**SUPPLIED ENTRIES**
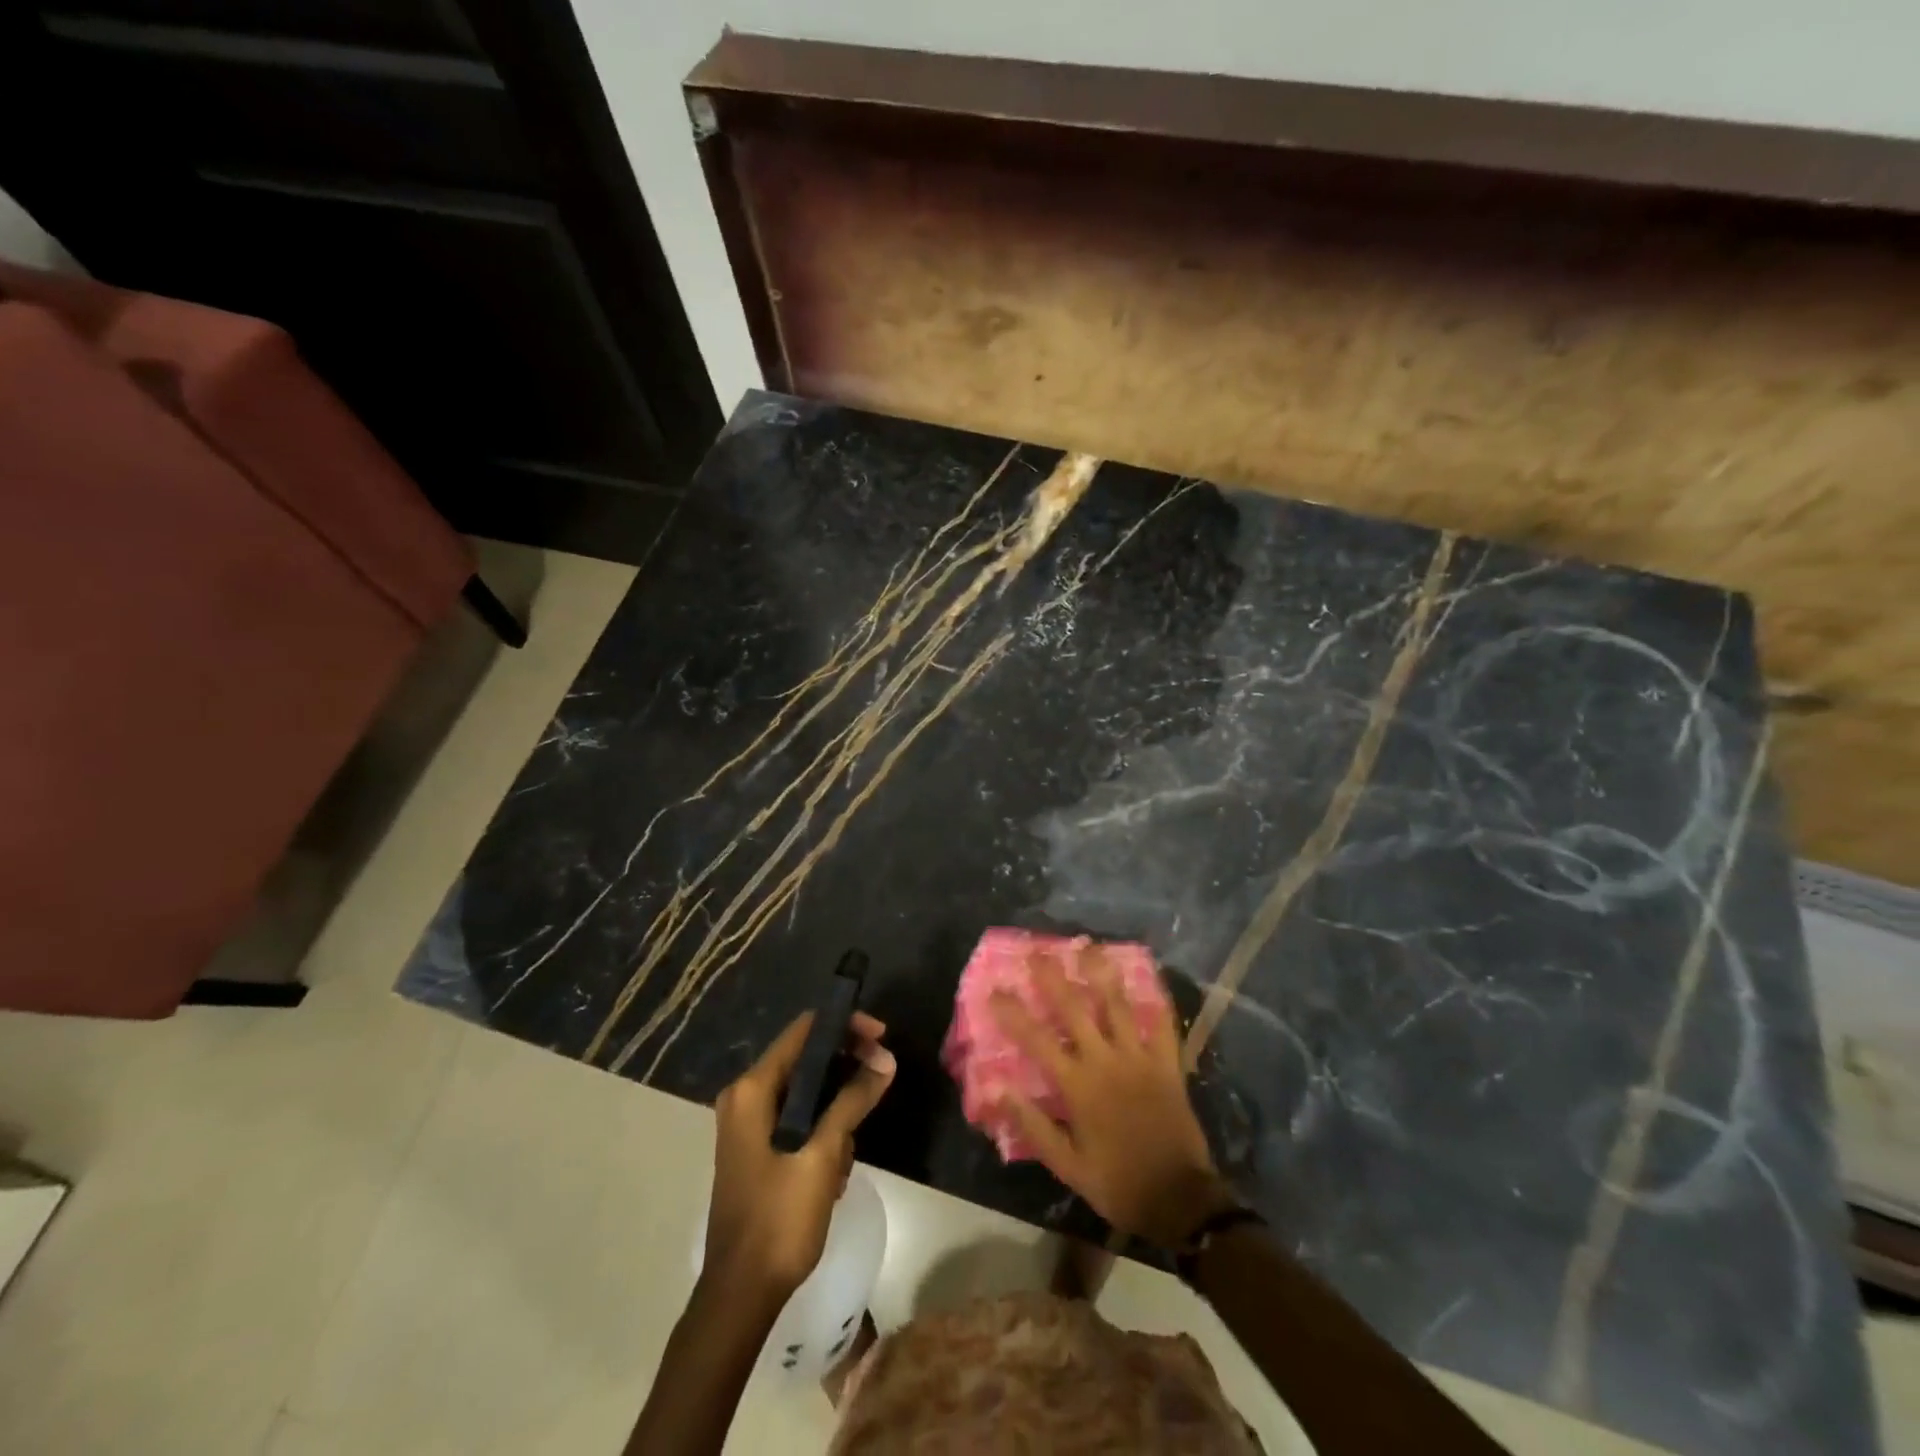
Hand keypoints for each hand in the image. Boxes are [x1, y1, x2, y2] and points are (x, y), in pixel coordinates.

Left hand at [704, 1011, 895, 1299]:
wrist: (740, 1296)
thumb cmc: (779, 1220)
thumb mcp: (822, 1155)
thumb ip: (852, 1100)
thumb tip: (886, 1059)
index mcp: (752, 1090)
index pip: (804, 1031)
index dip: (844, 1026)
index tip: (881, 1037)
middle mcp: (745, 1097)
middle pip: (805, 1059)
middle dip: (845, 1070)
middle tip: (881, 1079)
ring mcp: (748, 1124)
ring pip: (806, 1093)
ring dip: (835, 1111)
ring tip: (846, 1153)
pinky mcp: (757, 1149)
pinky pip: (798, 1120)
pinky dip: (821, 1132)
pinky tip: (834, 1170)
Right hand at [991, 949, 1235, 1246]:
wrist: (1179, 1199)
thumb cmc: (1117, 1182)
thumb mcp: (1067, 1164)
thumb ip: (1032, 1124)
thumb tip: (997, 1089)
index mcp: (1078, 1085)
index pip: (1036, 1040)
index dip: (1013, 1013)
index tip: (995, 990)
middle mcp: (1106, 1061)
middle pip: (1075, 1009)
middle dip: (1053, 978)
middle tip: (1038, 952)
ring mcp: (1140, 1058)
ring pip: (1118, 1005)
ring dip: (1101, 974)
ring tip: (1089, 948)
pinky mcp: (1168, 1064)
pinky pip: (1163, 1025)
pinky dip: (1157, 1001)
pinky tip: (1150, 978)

**WHAT THE EXERCISE ASKS**
From the records given above, copy all lines containing "middle".

**ANSWER BOX**
middle mcp: (745, 1097)
middle pip: (805, 1059)
middle dip: (845, 1070)
middle tip: (881, 1079)
middle mcp: (1106, 1061)
middle pip: (1075, 1009)
middle dip: (1053, 978)
middle tip: (1038, 952)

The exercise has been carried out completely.